The objective is to do calculations on a single iter
in parallel using builtin
sum & map
functions concurrently. Maybe using (something like) itertools
instead of classic for loops
to analyze (LARGE) data that arrives via an iterator
...
In one simple example case I want to calculate ilen, sum_x & sum_x_sq
:
ilen,sum_x,sum_x_sq=iterlen(iter),sum(iter),sum(map(lambda x:x*x, iter))

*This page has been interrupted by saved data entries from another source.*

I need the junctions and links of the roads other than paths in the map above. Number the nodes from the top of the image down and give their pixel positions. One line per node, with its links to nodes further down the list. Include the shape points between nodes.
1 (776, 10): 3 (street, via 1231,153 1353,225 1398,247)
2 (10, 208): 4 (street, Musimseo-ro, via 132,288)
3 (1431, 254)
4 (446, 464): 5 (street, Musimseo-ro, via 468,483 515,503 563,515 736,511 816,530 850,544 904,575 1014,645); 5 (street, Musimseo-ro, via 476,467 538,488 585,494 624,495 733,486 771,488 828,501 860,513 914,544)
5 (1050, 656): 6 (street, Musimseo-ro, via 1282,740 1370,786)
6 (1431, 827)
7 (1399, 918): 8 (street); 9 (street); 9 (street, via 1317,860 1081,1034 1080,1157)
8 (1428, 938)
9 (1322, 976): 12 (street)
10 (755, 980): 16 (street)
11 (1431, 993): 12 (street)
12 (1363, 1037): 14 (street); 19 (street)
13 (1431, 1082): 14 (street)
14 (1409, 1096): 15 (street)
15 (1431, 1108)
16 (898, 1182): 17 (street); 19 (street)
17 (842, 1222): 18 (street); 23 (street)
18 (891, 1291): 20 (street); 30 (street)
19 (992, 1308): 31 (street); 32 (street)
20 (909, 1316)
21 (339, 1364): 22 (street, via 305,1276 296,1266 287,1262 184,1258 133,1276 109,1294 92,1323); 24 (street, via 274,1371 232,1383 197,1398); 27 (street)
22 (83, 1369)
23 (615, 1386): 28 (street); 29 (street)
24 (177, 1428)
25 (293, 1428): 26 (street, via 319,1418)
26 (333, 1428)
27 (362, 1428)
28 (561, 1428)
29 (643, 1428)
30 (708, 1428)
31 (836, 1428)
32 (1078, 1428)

But without converting the (large) iter
to a list
(as with iter=list(iter)
)
n.b. Do this using sum & map
and without for loops
, maybe using the itertools
and/or threading
modules?
def example_large_data(n=100000000, mean=0, std_dev=1):
for i in range(n): yield random.gauss(mean,std_dev)
-- edit --
Being VERY specific: I was taking a good look at itertools
hoping that there was a dual function like map
that could do it. For example: len_x,sum_x,sum_x_sq=itertools.iterfork(iter_x,iterlen,sum,sum_sq)
If I was to be very very specific: I am looking for just one answer, python source code for the "iterfork
" procedure.
You can use itertools.tee
to turn your single iterator into three iterators which you can pass to your three functions.
iter0, iter1, iter2 = itertools.tee(input_iter, 3)
ilen, sum_x, sum_x_sq = count(iter0),sum(iter1),sum(map(lambda x:x*x, iter2))
That will work, but the builtin function sum
(and map
in Python 2) is not implemented in a way that supports parallel iteration. The first function you call will consume its iterator completely, then the second one will consume the second iterator, then the third function will consume the third iterator. Since tee
has to store the values seen by one of its output iterators but not all of the others, this is essentially the same as creating a list from the iterator and passing it to each function.
Now, if you use generator functions that consume only a single value from their input for each value they output, you might be able to make parallel iteration work using zip
. In Python 3, map
and zip
are both generators. The question is how to make sum
into a generator.
I think you can get pretty much what you want by using itertools.accumulate
(which was added in Python 3.2). It is a generator that yields a running sum of its input. Here's how you could make it work for your problem (I'm assuming your count
function was supposed to be an iterator-friendly version of len
):
iter0, iter1, iter2 = itertools.tee(input_iter, 3)
len_gen = itertools.accumulate(map(lambda x: 1, iter0))
sum_gen = itertools.accumulate(iter1)
sum_sq_gen = itertools.accumulate(map(lambda x: x*x, iter2))
parallel_gen = zip(len_gen, sum_gen, sum_sq_gen) # zip is a generator in Python 3
for ilen, sum_x, sum_x_sq in parallel_gen:
pass # the generators do all the work, so there's nothing for us to do here
# ilen_x, sum_x, sum_x_sq have the right values here!
If you're using Python 2, rather than 3, you'll have to write your own accumulate
generator function (there's a pure Python implementation in the docs I linked above), and use itertools.imap
and itertools.izip
rather than the builtin map
and zip
functions.